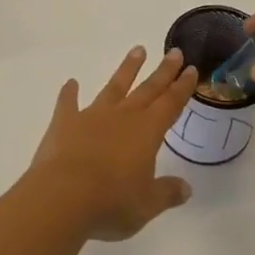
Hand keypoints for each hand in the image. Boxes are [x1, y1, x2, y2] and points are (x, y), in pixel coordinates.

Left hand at [27, 46, 198, 241]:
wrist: (63, 196)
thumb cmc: (111, 202)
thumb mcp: (147, 205)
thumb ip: (167, 193)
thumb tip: (187, 188)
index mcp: (147, 132)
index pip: (170, 104)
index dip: (182, 87)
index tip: (191, 69)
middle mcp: (123, 117)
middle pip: (147, 89)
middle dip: (163, 71)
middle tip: (174, 51)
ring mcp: (93, 116)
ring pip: (114, 87)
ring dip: (127, 69)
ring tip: (138, 50)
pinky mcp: (65, 123)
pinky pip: (68, 103)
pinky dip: (69, 93)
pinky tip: (71, 83)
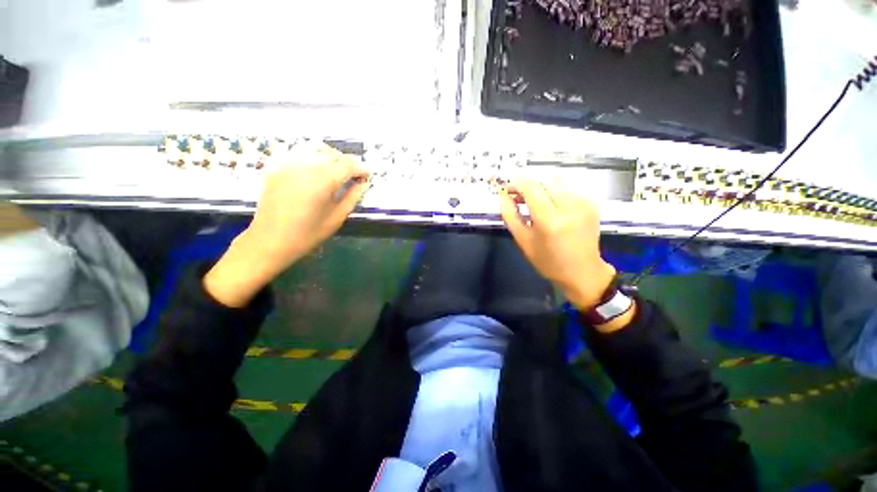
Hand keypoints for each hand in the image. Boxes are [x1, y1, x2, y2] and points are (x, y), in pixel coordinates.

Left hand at [204, 142, 368, 306]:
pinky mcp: (276, 166)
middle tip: (354, 175)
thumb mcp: (337, 217)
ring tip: (337, 170)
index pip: (348, 164)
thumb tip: (363, 183)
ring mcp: (288, 163)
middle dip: (347, 162)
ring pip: (316, 148)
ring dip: (331, 156)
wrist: (270, 240)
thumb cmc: (308, 234)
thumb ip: (353, 196)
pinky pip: (299, 151)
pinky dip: (313, 155)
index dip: (361, 168)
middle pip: (333, 153)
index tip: (367, 175)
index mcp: (322, 180)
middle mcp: (305, 165)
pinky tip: (316, 168)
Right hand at [499, 179, 615, 310]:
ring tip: (533, 200)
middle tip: (517, 196)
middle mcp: (569, 206)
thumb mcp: (523, 241)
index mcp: (550, 220)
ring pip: (555, 181)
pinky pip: (568, 187)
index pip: (531, 187)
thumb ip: (510, 215)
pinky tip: (550, 204)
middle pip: (543, 180)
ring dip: (540, 186)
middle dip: (527, 184)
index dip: (516, 183)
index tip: (507, 189)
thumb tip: (503, 196)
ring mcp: (583, 203)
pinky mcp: (591, 203)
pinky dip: (554, 191)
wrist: (582, 272)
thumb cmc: (548, 261)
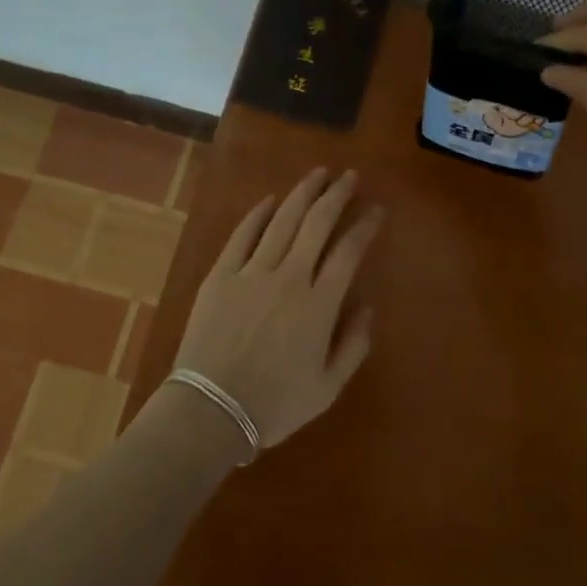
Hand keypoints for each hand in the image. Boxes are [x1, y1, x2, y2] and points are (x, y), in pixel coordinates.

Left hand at [169, 168, 384, 449]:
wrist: (211, 411)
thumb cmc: (274, 405)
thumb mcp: (328, 387)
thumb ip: (353, 344)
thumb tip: (367, 306)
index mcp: (319, 305)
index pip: (348, 252)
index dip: (364, 226)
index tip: (375, 210)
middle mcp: (289, 278)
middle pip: (317, 223)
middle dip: (336, 195)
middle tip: (349, 176)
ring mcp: (252, 273)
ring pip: (282, 221)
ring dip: (302, 194)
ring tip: (317, 174)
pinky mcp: (220, 275)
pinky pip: (242, 235)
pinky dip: (258, 214)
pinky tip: (269, 200)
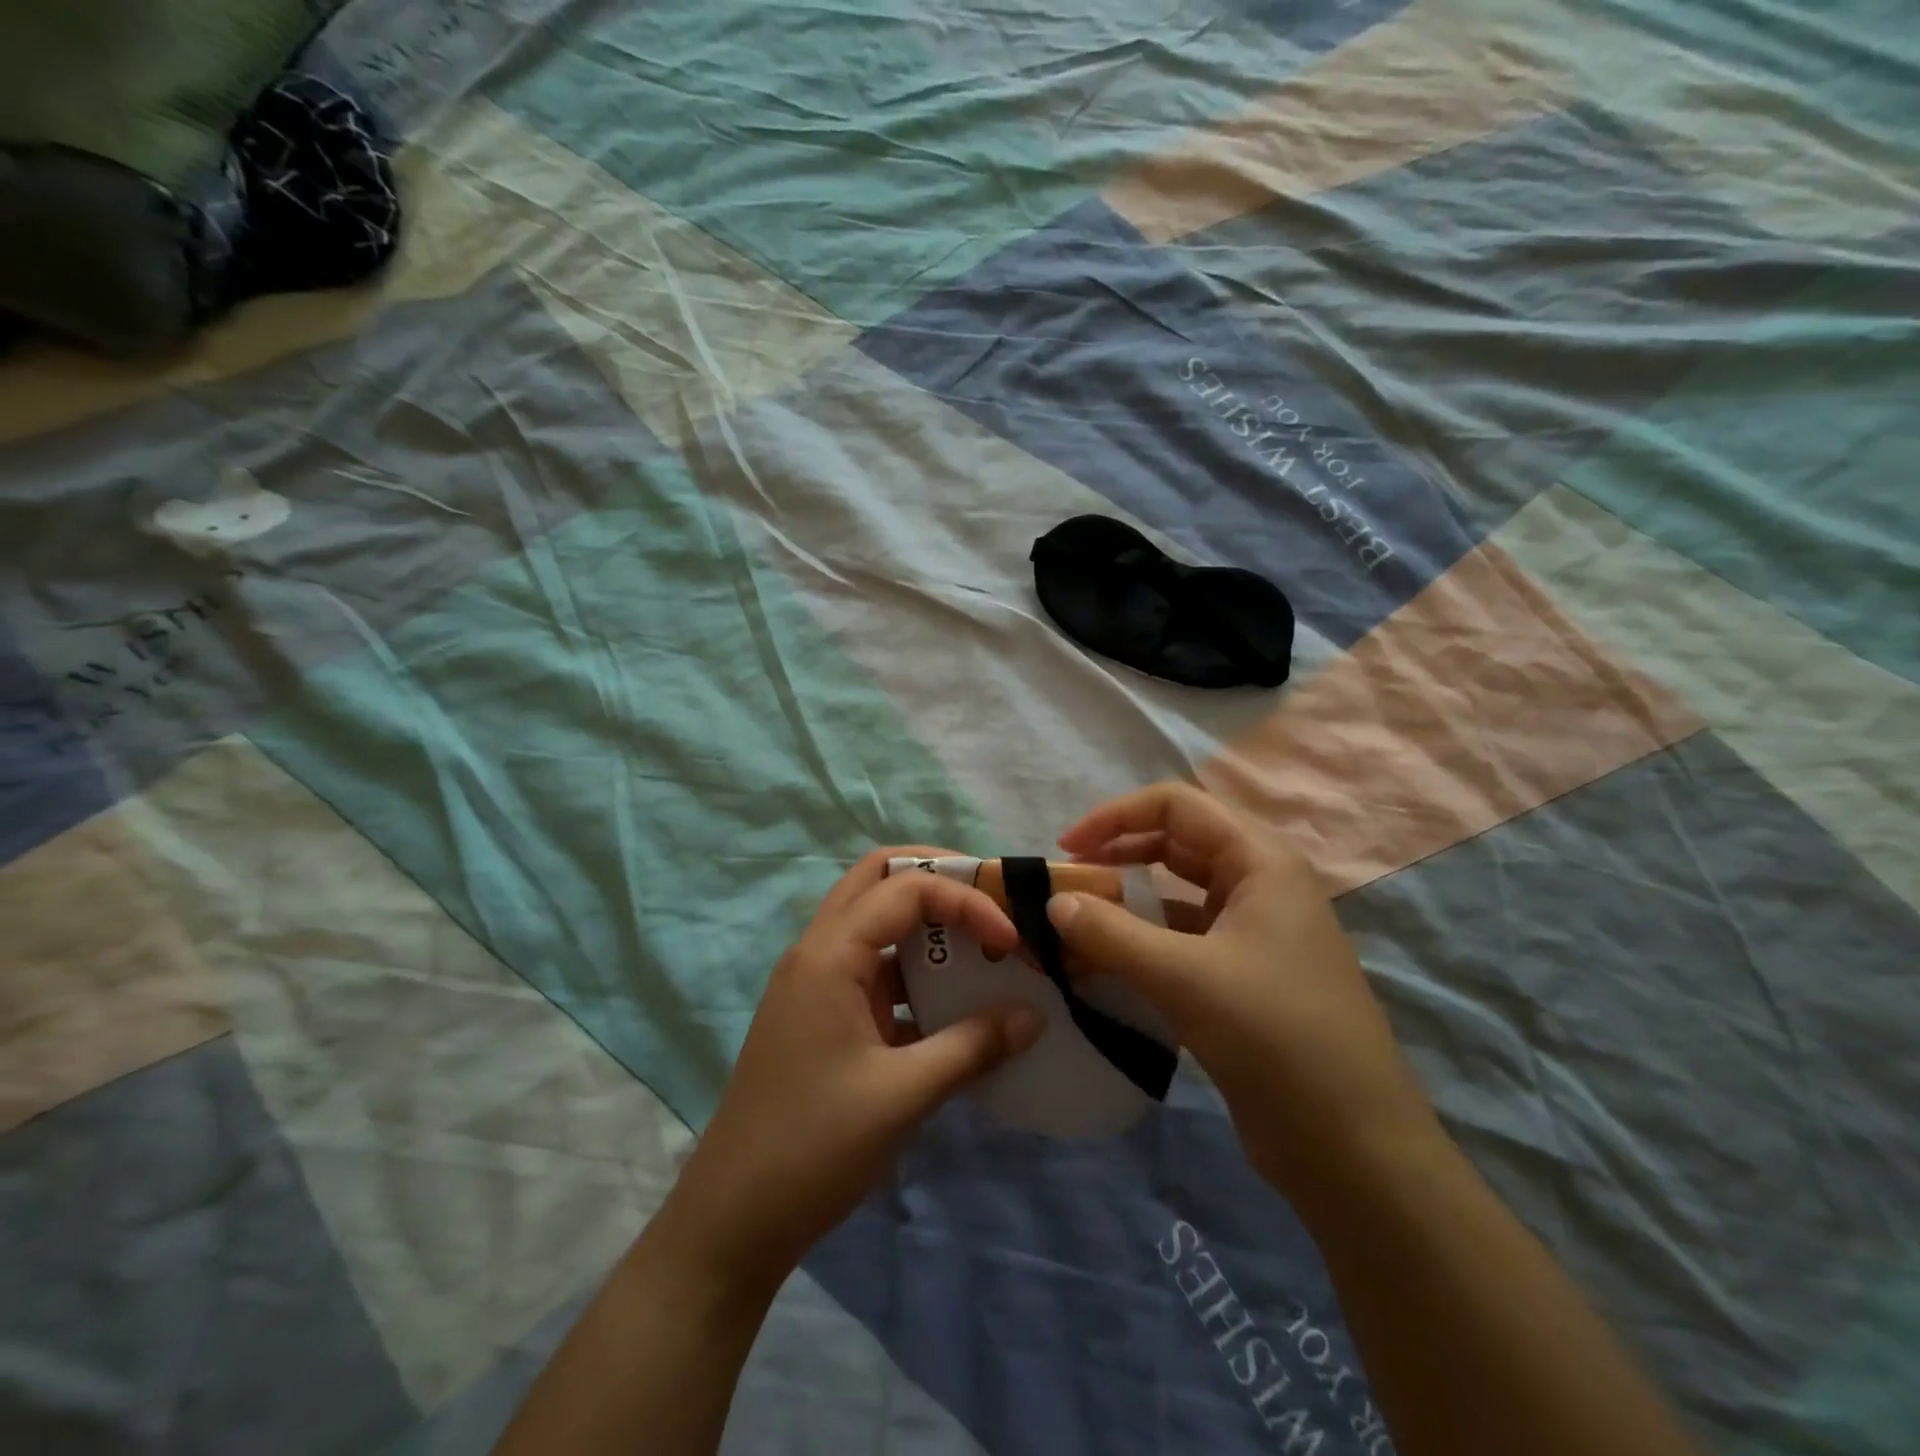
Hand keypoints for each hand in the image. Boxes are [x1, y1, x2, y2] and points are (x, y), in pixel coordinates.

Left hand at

**TASK DETAILS**: Each line from the one holding "middle mcp: (289, 278)" through the last line of the records above must be duplicated exactly, and pictures must not be.

**FINISHED TASK**:
middle mcp: (289, 278)
middle pip: (317, 223)
middle dip: (336, 195)
middle tip: (349, 176)
ring mcp: (252, 273)
ring pip: (282, 221)
ring dip: (302, 194)
ring tip: (317, 174)
pinky mcp: (220, 275)
pinky pip: (242, 235)
pinky dip: (258, 214)
pinky tip: (269, 200)
Hand keypoints for each hand in the image. Boxes are [x1, y1, x2, y2] and points are (x, y), in pixel coordinates.

Left hand at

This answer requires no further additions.